Oh wow never thought about this! I like it may just use it when ive destroyed all the pop cans in my posession, Love that metal crunching sound!


----------



## Frodo (Dec 19, 2009)

Good idea! I will try that!


----------



## philly (Jun 13, 2010)

Glad you guys like it. Just came to me the other night. 
Philly


----------



## philly (Jun 13, 2010)

Anybody try this yet? Feedback welcome.


----------



## Darb (Sep 14, 2010)

I think it's a great idea, and = plan to use one as soon as my EPS arrives.
Speaking of noise, I was so desperate to shoot earlier that I dusted off my 55# longbow, leaned a piece of 3/4" thick wood planking against the retainer wall, and stuck at with a half dozen arrows. Even limiting myself to a partial draw still caused the arrows to punch all the way through the wood with a loud report (THWAACK!!!), and hit the retainer wall behind. Had a hard time extracting them too. Good thing I had hardened steel field tips on there, because broadheads would have shattered on the stone. Pics to follow in a bit.
p.s. Philly - I ordered an archery target online (I need excuses to get outdoors and get some much needed exercise), but it'll be a week before it arrives. I'd be happy to bring my bow over to your range sometime.


----------



## philly (Jun 13, 2010)

Brad, range is set up for ss right now, did not get hay this fall for the backstop. With the leaves falling my range is getting more exposed to general traffic along the road so it sees limited use now. Been shooting inside my fenced yard at 10 m at a pellet trap.


----------



## philly (Jun 13, 2010)

Next time we get together i will bring along a full size deer foam silouette i have for you to have a go at with your long bow.


----------



## NoSugarRob (Jun 3, 2010)

philly said:


> Anybody try this yet?
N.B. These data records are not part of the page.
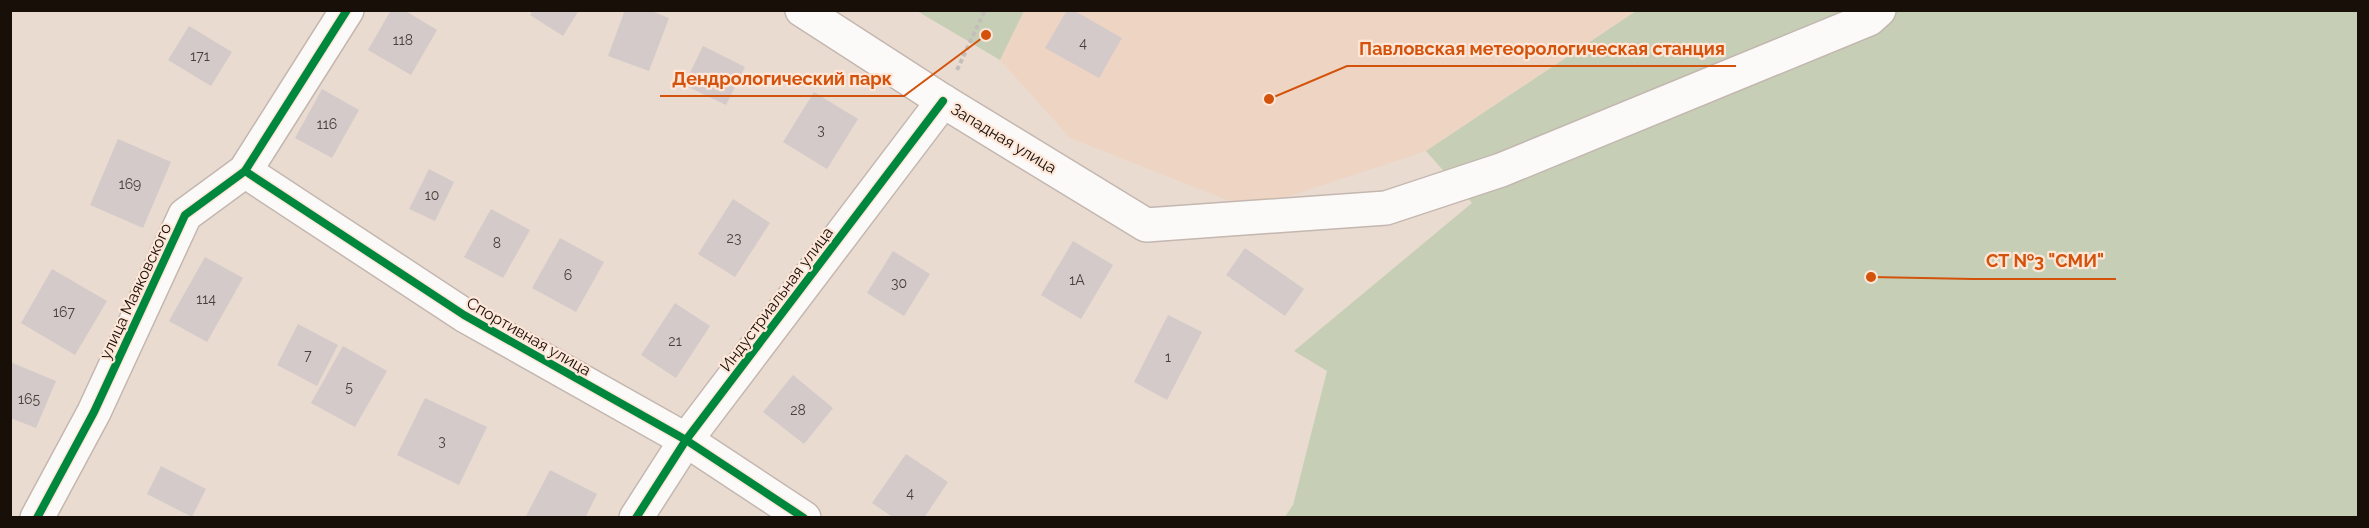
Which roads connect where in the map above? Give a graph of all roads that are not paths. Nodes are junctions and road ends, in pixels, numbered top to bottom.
1 (347, 10) edge
2 (802, 10) edge
3 (1879, 10) edge
4 (943, 100) junction
5 (245, 171) junction
6 (686, 440) junction
7 (37, 518) edge
8 (636, 518) edge
9 (804, 518) edge

1 - 5 street, улица Маяковского
2 - 4 street, Западная улица
3 - 4 street, Западная улица
4 - 6 street, Индустриальная улица
5 - 6 street, Спортивная улица
5 - 7 street, улица Маяковского
6 - 8 street, Индустриальная улица
6 - 9 street, Спортивная улица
Feedback welcome.


I'v got one hanging in front of a couple of tee shirts.... makes quite a nice noise when you hit it..... much more durable than cans and quieter to... thanks 4 the idea.


----------



## philly (Jun 13, 2010)

U R welcome, mine has over 400 shots on it and still looks the same.


----------



## Darb (Sep 14, 2010)

> Pics to follow in a bit











BTW: If it looks like the angles are odd, it's because the fencing plank kept bucking and shifting with each impact, causing each arrow to hit it at a slightly different angle. Anyway, I had to use a hammer to tap all the arrows back out, which isnt good for the tips.

I have a "Hybrid King" target on order, which will arrive in a week.


----------